People tend to have a very superficial view of what a data scientist is (if they can even distinguish the term from the data analyst or from the traditional scientist). This is clearly reflected in the books and articles that are available today on this role18. Rarely will you find a text that attempts to go deeper into what a data scientist really is.

A data scientist is a person characterized by a particular set of traits, qualities, a way of thinking, and ambition, just like every profession, not just by a set of skills. Let us look at each one of these key aspects of this mindset one by one in order to obtain a better understanding of it and create a framework about what being a data scientist really is.

4.1 Traits

A data scientist has a variety of professional characteristics and traits that usually reflect the kind of work he specializes in, so this list is not set in stone and is more of a guideline to understand this role better. First and foremost, a data scientist has a healthy curiosity about the things he observes, such as potential patterns or relationships between two attributes or features, unusual distributions, etc. If you want to be a data scientist worth the money you earn, you need to have an inquiring mind.

This does not mean that you need to be curious about everything and get lost in perpetual random quests for answers. Curiosity has to be accompanied by the discipline to focus on down-to-earth, long-term interests that are more grounded than a fleeting curiosity, which can be impulsive and superficial. A data scientist is interested in the phenomena he observes in the data he deals with, wanting to get to the bottom of them. A statistical analysis of what’s there may be a good first step for him, but he is not satisfied until he has a good answer for the reason of these phenomena, the root cause behind the statistical metrics he calculates. This allows him to explain the root cause to other people in the company in the form of a story.

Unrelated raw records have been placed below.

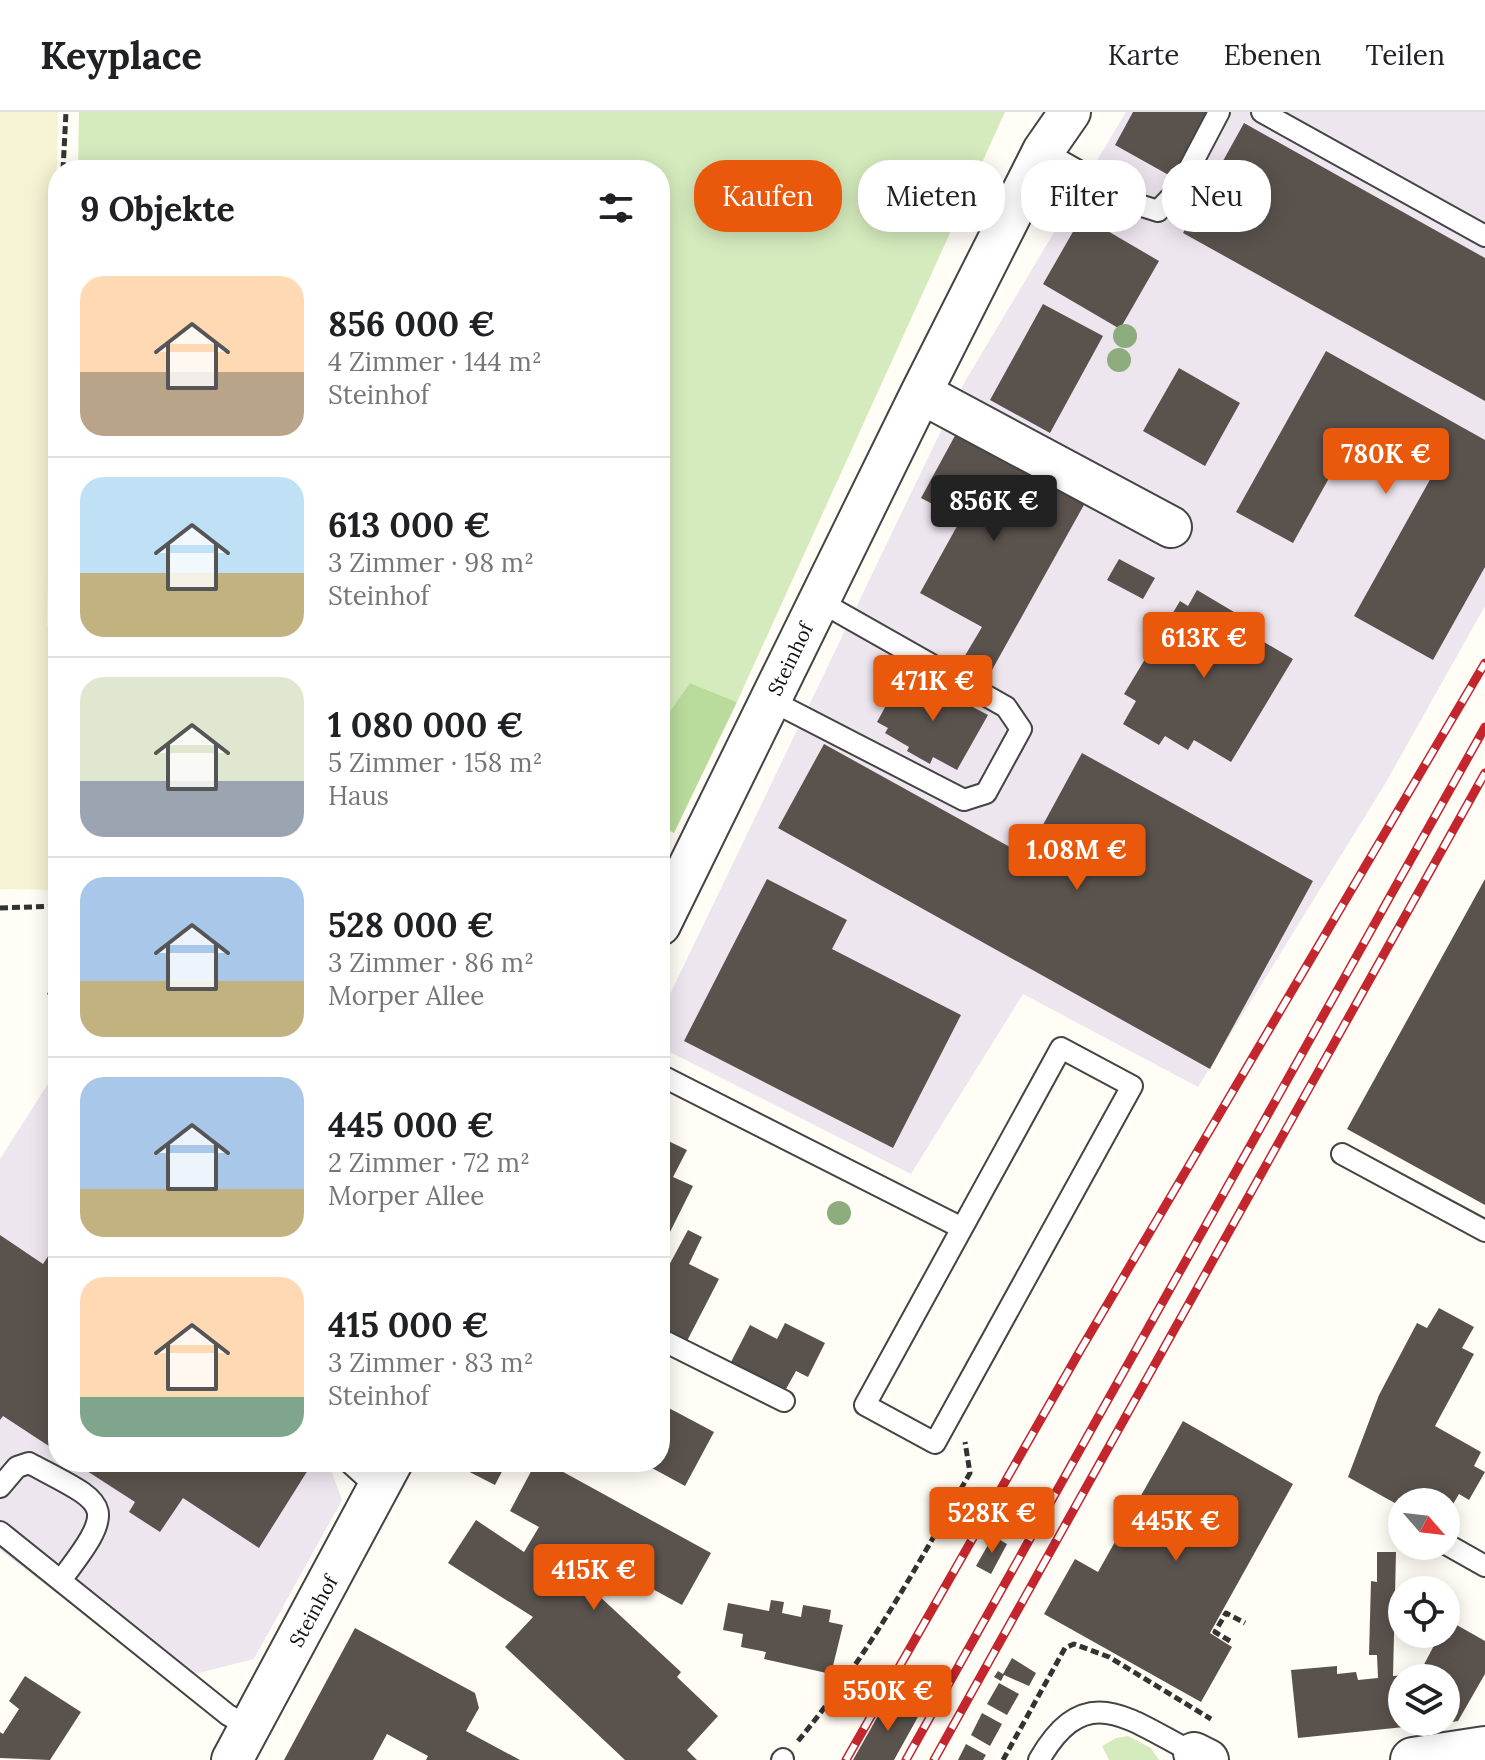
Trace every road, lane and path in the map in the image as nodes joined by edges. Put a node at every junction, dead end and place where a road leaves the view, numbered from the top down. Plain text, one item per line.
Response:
1 (66, 112) edge
2 (1070, 112) edge
3 (1219, 112) edge
4 (1262, 112) edge
5 (1043, 151) junction
6 (64, 160) edge
7 (1485, 236) edge
8 (921, 393) junction
9 (1171, 527) dead end
10 (819, 601) junction
11 (770, 700) junction
12 (670, 905) edge
13 (48, 906) edge
14 (0, 908) edge
15 (670, 1080) edge
16 (1342, 1154) dead end
17 (960, 1227) junction
18 (1485, 1231) edge
19 (670, 1344) edge
20 (784, 1401) dead end
21 (957, 1402) junction
22 (386, 1476) edge
23 (0, 1487) edge
24 (0, 1532) edge
25 (1460, 1552) edge
26 (1485, 1566) edge
27 (61, 1580) junction
28 (1245, 1623) dead end
29 (1230, 1641) dead end
30 (241, 1744) edge
31 (1485, 1749) edge
32 (1201, 1756) edge
33 (783, 1759) edge
34 (1039, 1760) edge
35 (1413, 1760) edge

1 - 6 path
2 - 5 street, Steinhof
3 - 5 lane
4 - 7 lane
5 - 8 street, Steinhof
8 - 9 street
8 - 10 street, Steinhof
10 - 11 street, Steinhof
10 - 11 lane
11 - 12 street, Steinhof
13 - 14 path
15 - 17 lane
16 - 18 lane
17 - 21 lane
17 - 21 lane
19 - 20 lane
21 - 33 path
22 - 30 street, Steinhof
23 - 27 lane
24 - 27 lane
25 - 26 lane
27 - 30 lane
28 - 29 path
31 - 35 street
32 - 34 lane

Fig. 4.1 Curiosity is a very useful trait to have as a data scientist.

This leads to another trait that is somewhat akin to curiosity: an interest in experimentation. Namely, the data scientist has the courage and the imagination to try out new things, develop new ideas and put them into practice, design experiments and validate new notions that he develops. He is not afraid to build a model that no one else has built before, always being fully aware of the risks in terms of resource usage, etc. All this is a disciplined and practical form of experimentation where the ideas stem from the data available. Otherwise, there is the risk of misusing the data to project notions that are not there, a common mistake among data analysts lacking scientific discipline in their work. Experimentation is crucial, though, because it allows the data scientist to find new ways of interpreting the data and helping it transmute into information that can be useful to other people. This is an important point. The output of the experiments needs to be understandable to the non-technical members of his team; otherwise, it is probably immature. So experimentation is applied on many levels. Representation of results is one of them, and although not the most intellectually challenging to the data scientist, it is definitely no less important than the other tasks he undertakes.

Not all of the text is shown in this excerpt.